His quote, “I was adored once too,” (II. iii,164) indicates that he may be hiding some sadness in his past, as well. This contrasts with the happy endings that all other characters except Malvolio and Antonio reach.It makes his mistreatment seem more serious, after its treatment as light-hearted trickery through the rest of the story. His true foolery compared to other characters lets the audience better contrast what makes a real fool.
He drives the plot forwards at times, but without the oblivious foolishness of his character, the audience could not as well see who the real fools of Twelfth Night are. Maria completes the trio of tricksters. As the one who conceives the plot against Malvolio, Maria acts as the almost behind-the-scenes director of the trickery.She prefers to use other characters to do her work for her.
“I will plant you two, and let the fool make a third, where [Malvolio] shall find the letter. (II. iii. 156-7) She makes her biggest plan for the other three, removing herself from the actual event.

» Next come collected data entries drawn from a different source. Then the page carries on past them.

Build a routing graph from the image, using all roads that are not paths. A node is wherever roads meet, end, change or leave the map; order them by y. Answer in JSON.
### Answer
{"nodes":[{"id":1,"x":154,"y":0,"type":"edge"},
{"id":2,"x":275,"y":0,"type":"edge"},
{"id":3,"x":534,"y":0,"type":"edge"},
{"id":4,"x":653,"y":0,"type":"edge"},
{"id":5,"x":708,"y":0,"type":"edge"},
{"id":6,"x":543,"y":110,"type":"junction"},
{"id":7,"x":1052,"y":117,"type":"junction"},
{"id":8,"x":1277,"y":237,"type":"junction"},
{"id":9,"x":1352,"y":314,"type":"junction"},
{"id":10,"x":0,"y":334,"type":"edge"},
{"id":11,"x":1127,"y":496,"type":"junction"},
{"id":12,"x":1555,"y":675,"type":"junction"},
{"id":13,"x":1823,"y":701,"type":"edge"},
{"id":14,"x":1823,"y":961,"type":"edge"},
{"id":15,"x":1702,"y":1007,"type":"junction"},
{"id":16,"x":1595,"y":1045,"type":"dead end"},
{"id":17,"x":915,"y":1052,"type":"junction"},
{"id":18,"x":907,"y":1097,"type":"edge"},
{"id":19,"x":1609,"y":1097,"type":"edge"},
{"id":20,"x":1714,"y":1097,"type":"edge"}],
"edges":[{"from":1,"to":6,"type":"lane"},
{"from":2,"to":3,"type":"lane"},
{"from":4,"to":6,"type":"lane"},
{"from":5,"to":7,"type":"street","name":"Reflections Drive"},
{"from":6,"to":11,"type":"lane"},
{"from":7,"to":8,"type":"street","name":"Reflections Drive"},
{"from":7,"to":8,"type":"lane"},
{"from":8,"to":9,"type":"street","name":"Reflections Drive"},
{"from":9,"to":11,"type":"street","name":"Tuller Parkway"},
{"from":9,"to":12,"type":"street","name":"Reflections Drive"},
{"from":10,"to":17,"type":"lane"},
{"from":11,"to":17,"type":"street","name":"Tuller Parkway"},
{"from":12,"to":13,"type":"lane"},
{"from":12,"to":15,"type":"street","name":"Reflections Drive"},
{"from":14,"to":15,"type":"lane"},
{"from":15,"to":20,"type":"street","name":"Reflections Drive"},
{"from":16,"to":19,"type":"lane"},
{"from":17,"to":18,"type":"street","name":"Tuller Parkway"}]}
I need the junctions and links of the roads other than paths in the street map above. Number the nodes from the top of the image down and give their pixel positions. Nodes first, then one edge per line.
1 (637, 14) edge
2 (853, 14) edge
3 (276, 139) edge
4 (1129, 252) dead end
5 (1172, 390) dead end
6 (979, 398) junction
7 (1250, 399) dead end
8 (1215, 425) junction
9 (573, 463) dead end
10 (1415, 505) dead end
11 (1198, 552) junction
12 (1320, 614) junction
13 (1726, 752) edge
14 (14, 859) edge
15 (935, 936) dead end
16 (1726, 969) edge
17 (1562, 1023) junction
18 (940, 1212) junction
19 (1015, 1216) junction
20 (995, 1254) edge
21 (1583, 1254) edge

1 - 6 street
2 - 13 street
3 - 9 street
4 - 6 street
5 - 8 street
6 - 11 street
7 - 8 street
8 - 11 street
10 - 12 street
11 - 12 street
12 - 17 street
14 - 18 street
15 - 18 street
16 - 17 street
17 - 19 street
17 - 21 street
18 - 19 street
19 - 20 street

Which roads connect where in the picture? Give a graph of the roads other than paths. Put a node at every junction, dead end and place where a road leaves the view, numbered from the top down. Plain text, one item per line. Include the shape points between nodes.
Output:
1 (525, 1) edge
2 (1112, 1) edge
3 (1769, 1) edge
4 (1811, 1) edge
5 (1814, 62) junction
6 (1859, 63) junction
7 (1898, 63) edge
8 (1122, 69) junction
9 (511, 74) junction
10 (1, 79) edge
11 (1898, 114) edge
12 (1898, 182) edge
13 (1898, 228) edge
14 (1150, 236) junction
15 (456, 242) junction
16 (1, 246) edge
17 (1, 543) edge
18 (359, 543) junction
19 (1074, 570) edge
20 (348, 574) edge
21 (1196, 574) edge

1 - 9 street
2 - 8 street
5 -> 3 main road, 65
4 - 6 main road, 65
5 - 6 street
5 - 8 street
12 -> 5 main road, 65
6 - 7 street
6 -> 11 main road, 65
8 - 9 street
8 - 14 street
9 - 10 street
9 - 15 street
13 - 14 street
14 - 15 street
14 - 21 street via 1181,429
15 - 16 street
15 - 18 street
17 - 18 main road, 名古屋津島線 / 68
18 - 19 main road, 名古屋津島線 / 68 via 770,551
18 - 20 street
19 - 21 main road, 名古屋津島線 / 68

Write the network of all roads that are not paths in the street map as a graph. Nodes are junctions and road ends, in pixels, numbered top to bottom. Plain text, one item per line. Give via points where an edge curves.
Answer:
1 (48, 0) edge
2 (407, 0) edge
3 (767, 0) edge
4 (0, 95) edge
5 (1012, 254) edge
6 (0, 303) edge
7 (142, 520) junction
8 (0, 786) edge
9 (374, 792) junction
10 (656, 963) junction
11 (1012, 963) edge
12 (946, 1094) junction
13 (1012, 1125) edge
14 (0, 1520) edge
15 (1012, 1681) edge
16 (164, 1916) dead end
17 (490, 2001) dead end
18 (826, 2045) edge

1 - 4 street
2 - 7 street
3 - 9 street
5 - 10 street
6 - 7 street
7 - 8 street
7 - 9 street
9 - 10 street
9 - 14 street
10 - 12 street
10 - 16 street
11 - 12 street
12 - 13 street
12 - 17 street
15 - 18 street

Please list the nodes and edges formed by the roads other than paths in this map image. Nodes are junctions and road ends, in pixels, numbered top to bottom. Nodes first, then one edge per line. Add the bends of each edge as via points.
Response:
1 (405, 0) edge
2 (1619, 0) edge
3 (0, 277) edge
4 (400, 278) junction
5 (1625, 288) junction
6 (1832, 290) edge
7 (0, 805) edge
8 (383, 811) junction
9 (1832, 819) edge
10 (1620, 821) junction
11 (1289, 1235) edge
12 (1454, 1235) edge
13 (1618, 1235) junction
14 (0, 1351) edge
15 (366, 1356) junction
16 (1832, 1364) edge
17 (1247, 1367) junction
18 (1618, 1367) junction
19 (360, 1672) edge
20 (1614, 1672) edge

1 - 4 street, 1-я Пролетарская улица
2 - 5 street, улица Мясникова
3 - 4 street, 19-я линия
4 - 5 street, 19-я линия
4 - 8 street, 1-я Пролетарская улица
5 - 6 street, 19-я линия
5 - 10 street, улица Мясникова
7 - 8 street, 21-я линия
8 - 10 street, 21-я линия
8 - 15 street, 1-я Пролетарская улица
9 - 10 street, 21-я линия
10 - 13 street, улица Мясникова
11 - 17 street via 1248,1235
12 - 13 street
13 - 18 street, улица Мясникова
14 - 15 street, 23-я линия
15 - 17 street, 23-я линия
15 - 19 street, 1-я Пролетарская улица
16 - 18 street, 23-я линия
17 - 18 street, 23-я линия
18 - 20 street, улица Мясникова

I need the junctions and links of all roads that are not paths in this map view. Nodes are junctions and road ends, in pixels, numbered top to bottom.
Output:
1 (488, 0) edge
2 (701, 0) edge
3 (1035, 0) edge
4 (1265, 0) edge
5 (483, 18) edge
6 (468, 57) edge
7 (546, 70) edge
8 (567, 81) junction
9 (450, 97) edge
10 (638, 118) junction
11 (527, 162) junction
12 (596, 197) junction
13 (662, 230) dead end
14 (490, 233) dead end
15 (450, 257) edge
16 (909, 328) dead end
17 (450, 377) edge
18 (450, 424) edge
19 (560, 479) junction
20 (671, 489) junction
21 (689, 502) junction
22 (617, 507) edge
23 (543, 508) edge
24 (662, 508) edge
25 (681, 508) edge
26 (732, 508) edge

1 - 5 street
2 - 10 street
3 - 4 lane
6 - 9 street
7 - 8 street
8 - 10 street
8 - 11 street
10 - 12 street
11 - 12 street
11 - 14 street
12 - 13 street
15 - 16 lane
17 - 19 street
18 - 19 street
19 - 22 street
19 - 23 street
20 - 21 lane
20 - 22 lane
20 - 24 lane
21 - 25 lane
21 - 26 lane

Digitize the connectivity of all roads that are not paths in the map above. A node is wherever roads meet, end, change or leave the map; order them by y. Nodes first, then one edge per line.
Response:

Maria is the one who comes up with all the clever plans, and while she’s there to see them enacted, she doesn’t take part in the action. Her character has a level of tact and subtlety that the other, more boisterous comic characters do not have.She still embodies the Twelfth Night season, with her trickery, but in a different way to the others. Maria is seen by audiences as a cleverer schemer due to her taking herself out of the direct action. Despite being a professional fool, Feste is the least foolish of the four comical characters.
His status as a fool allows him to speak freely about the other characters under the guise of foolishness, and his comments are amongst the wisest in the play. “The more fool, [Olivia], to mourn for your brother’s soul, being in heaven. ” (I. v.
3-4)He questions why Olivia is mourning her dead brother, when she is certain that he is at peace in heaven. Feste does not engage in the foolish behaviour of the other trio. He comments on what has happened, and sometimes even predicts what is going to happen. When he is present for the action, he watches without impacting. Feste has a lack of emotional involvement that no other character displays, all the more unusual in a play so focused on love. This makes his role as a commentator all the more appreciated by the audience, as he provides an unbiased view of the story and its characters.
The varying personalities and roles of the four seemingly explicitly comic characters make each characters contributions to the plot more interesting. The four different types of foolishness displayed by Sir Toby Belch, Sir Andrew Aguecheek, Maria, and Feste, all lead to different consequences for the characters. As a group, they embody the chaotic Twelfth Night festival, but they also all play separate roles in driving the story forwards. Their differences allow them to all be appreciated as individual and important characters.